NIAS, YUTELNEWS.com — Warga Desa Olindrawa, Kecamatan Gido, Kabupaten Nias, meminta pemerintah segera memperbaiki jembatan penghubung yang kondisinya disebut semakin rusak dan mengkhawatirkan keselamatan pengguna.
Jembatan tersebut menjadi salah satu akses yang digunakan masyarakat dalam aktivitas sehari-hari, termasuk petani, warga umum, serta anak-anak sekolah dan para guru yang melintas di lokasi tersebut.
Salah seorang warga Desa Olindrawa, Hardy Gulo, yang akrab disapa Ama Riski Guo, menyampaikan harapan tersebut kepada YUTELNEWS.com, Jumat (14/8/2026). Ia meminta pemerintah segera mengambil langkah perbaikan sebelum kondisi jembatan menimbulkan kecelakaan.
«“Kami sangat mengharapkan supaya jembatan ini segera dibangun. Jembatan ini adalah salah satu akses penting yang kami gunakan sehari-hari, baik oleh masyarakat umum, petani, maupun anak-anak sekolah, bapak dan ibu guru serta warga lainnya,” ujar Hardy.»
Menurut Hardy, kerusakan jembatan menjadi perhatian warga karena aktivitas masyarakat di jalur tersebut berlangsung setiap hari. Kekhawatiran terutama dirasakan terhadap anak-anak sekolah yang harus melintasi jembatan dalam perjalanan mereka.
«“Dengan kondisi yang semakin membahayakan ini, kami sangat khawatir terhadap keselamatan masyarakat yang melintas, terlebih anak-anak sekolah yang setiap hari lewat di jembatan tersebut. Kami takut terjadi hal-hal yang membahayakan keselamatan mereka,” katanya.»
Atas kondisi tersebut, Hardy menyampaikan aspirasi warga agar Pemerintah Kabupaten Nias dapat segera melakukan pengecekan dan mengambil langkah penanganan sesuai kewenangannya. Warga juga berharap pihak terkait memberikan perhatian terhadap kondisi jembatan tersebut guna mencegah terjadinya kecelakaan.

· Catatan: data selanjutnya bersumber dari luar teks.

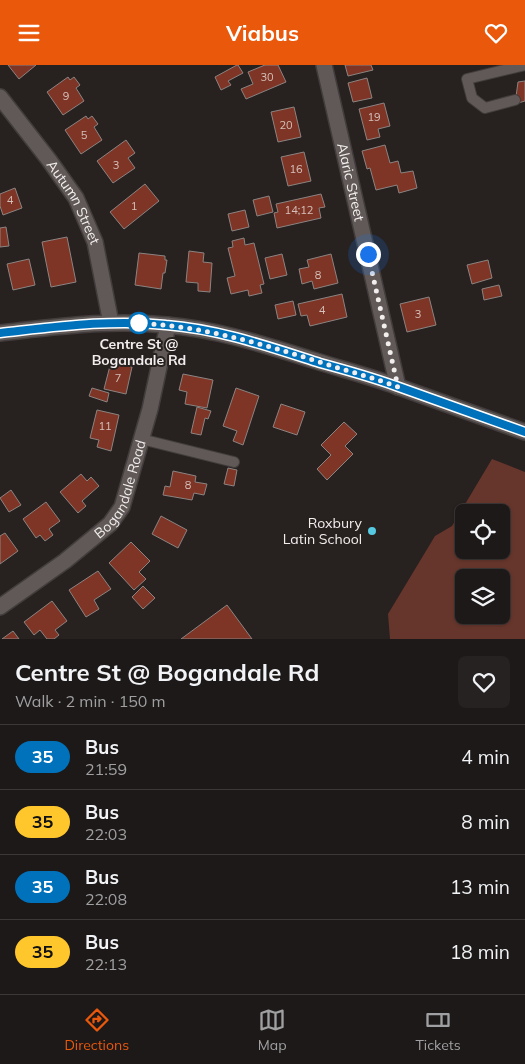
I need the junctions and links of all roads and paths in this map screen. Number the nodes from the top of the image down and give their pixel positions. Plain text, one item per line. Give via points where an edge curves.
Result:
1 (324, 65) edge
2 (525, 65) edge
3 (0, 97) edge
4 (515, 100) dead end
5 (111, 323) junction
6 (168, 325) junction
7 (0, 333) edge
8 (398, 387) junction
9 (525, 432) edge
10 (141, 439) junction
11 (234, 462) dead end
12 (0, 607) edge

1 - 8 street, Alaric Street
2 - 4 lane via 467,79 472,98 485,108
3 - 5 street, Autumn Street via 76,198 95,241
5 - 6 street
5 - 7 street
6 - 8 street via 257,343
6 - 10 street, Bogandale Road
8 - 9 street
10 - 11 lane
10 - 12 street, Bogandale Road via 122,507 110,524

Selain Pemerintah Kabupaten Nias, warga berharap aspirasi tersebut turut mendapat perhatian dari pihak terkait di wilayah Kecamatan Gido serta pemerintah pusat.
“Kami berharap Pemerintah Kabupaten Nias dan pihak terkait dapat mendengar aspirasi masyarakat Desa Olindrawa, Kecamatan Gido, agar jembatan kami segera diperbaiki sebelum terjadi korban,” ujar Hardy.
Hingga berita ini diterbitkan, belum diperoleh keterangan resmi dari Pemerintah Kabupaten Nias maupun instansi teknis terkait mengenai kondisi jembatan, hasil pemeriksaan lapangan, serta rencana perbaikannya.